Thursday, February 18, 2010
Not always cool and refreshing
COLUMN: EYE ON SOCIETY
Roadside tender coconut vendors in Kochi enjoy their work, but the recession has affected their sales
Photo: Coconut vendor P. Majeed
By Shevlin Sebastian
At 5 a.m., P. Majeed sets out towards a convent near the Assisi Vidyaniketan Public School, at Chembumukku, Kochi. There, he briskly climbs up the trees and cuts down the tender coconuts. He carries them to a spot near the bus stop of the Ernakulam Medical Centre (EMC), on National Highway 47.
Majeed has been a tender coconut seller for the past several years. Every time a customer arrives, he slices off the top of the coconut with several well-aimed swings of his curved knife. He sells at Rs 15 per coconut. His patrons include teenagers, doctors and patients of the EMC, and elderly people. Some of them have been regulars for years.

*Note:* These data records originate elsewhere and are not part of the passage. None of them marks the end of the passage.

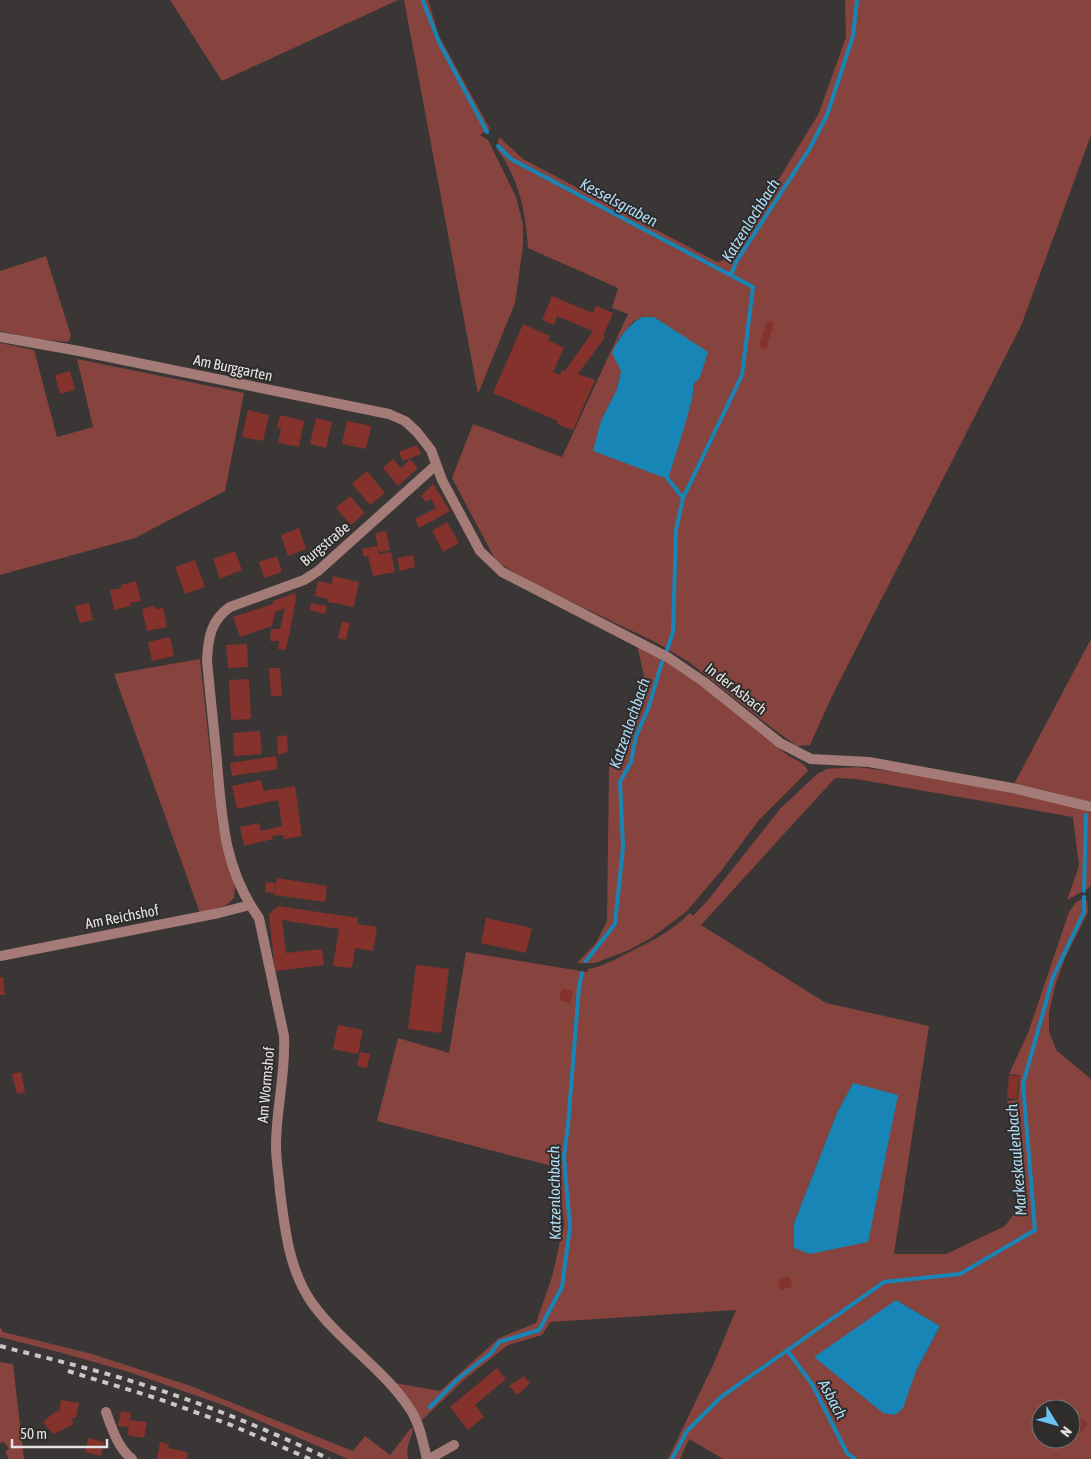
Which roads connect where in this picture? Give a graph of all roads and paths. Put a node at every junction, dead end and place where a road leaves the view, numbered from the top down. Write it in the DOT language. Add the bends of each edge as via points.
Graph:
graph roads {
  1 [pos="0,337"];
  2 [pos="436,465"];
  3 [pos="208,647"];
  4 [pos="1091,807"];
  5 [pos="250,905"];
  6 [pos="0,956"];
  7 [pos="106,1412"];
  8 [pos="454,1445"];
  9 [pos="132,1459"];
  10 [pos="428,1459"];
  1 -- 2 [label="street, Am Burggarten" via="388,414 405,421 417,432 431,450"];
  2 -- 3 [label="street, Burgstraße" via="318,571 304,580 221,613 214,621"];
  2 -- 4 [label="street, In der Asbach" via="480,552 493,565 670,658 780,743 811,759 869,762 1012,788"];
  3 -- 5 [label="street, Am Wormshof" via="223,829 238,882"];
  5 -- 6 [label="street, Am Reichshof" via="219,914"];
  5 -- 10 [label="street, Am Wormshof" via="259,918 284,1036 276,1146 289,1252 312,1303 410,1409"];
  7 -- 9 [label="street" via="113,1432"];
  8 -- 10 [label="street, Am Wormshof"];
}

Among them is a government official, Ramakrishna Pillai (name changed). One day, Ramakrishna placed a packet on the cart, had his drink, and left.
Hours later he returned with a harried look on his face. When Majeed handed over the package, Ramakrishnan said, “Only an honest person like you would have returned this to me.” There was Rs 1 lakh in cash inside.
Despite regular customers, overall sales have gone down. “Nowadays I sell only about 100 to 150 coconuts a day, as compared to 300 to 400 earlier,” says Majeed. “Because of the recession, people have less money these days.”
At his age, 58, Majeed could take it easy, since he has three sons in their early twenties, two of whom are working, but he says, “I enjoy this work a lot, especially the interaction with customers.”
Over the years, several have confided their financial, marital, emotional and career problems to Majeed. His conclusion: “Very few people are happy.”
In the suburb of Padivattom, A.P. Vasudevan, 40, has been selling coconuts for the past ten years. He gets his coconuts by truck from Palakkad. “Sales have gone down,” he says. “But around 70 per cent of my customers are constant, so that is a big blessing.” Vasudevan has a daily income of Rs 400.
And during these tough times, are they victims of police harassment? “Not at all,” says Majeed. Antony Chandrasekharan, who sells coconuts near the JN International Stadium at Kaloor, asserts, “Neither Cochin Corporation officials or the police have troubled me.”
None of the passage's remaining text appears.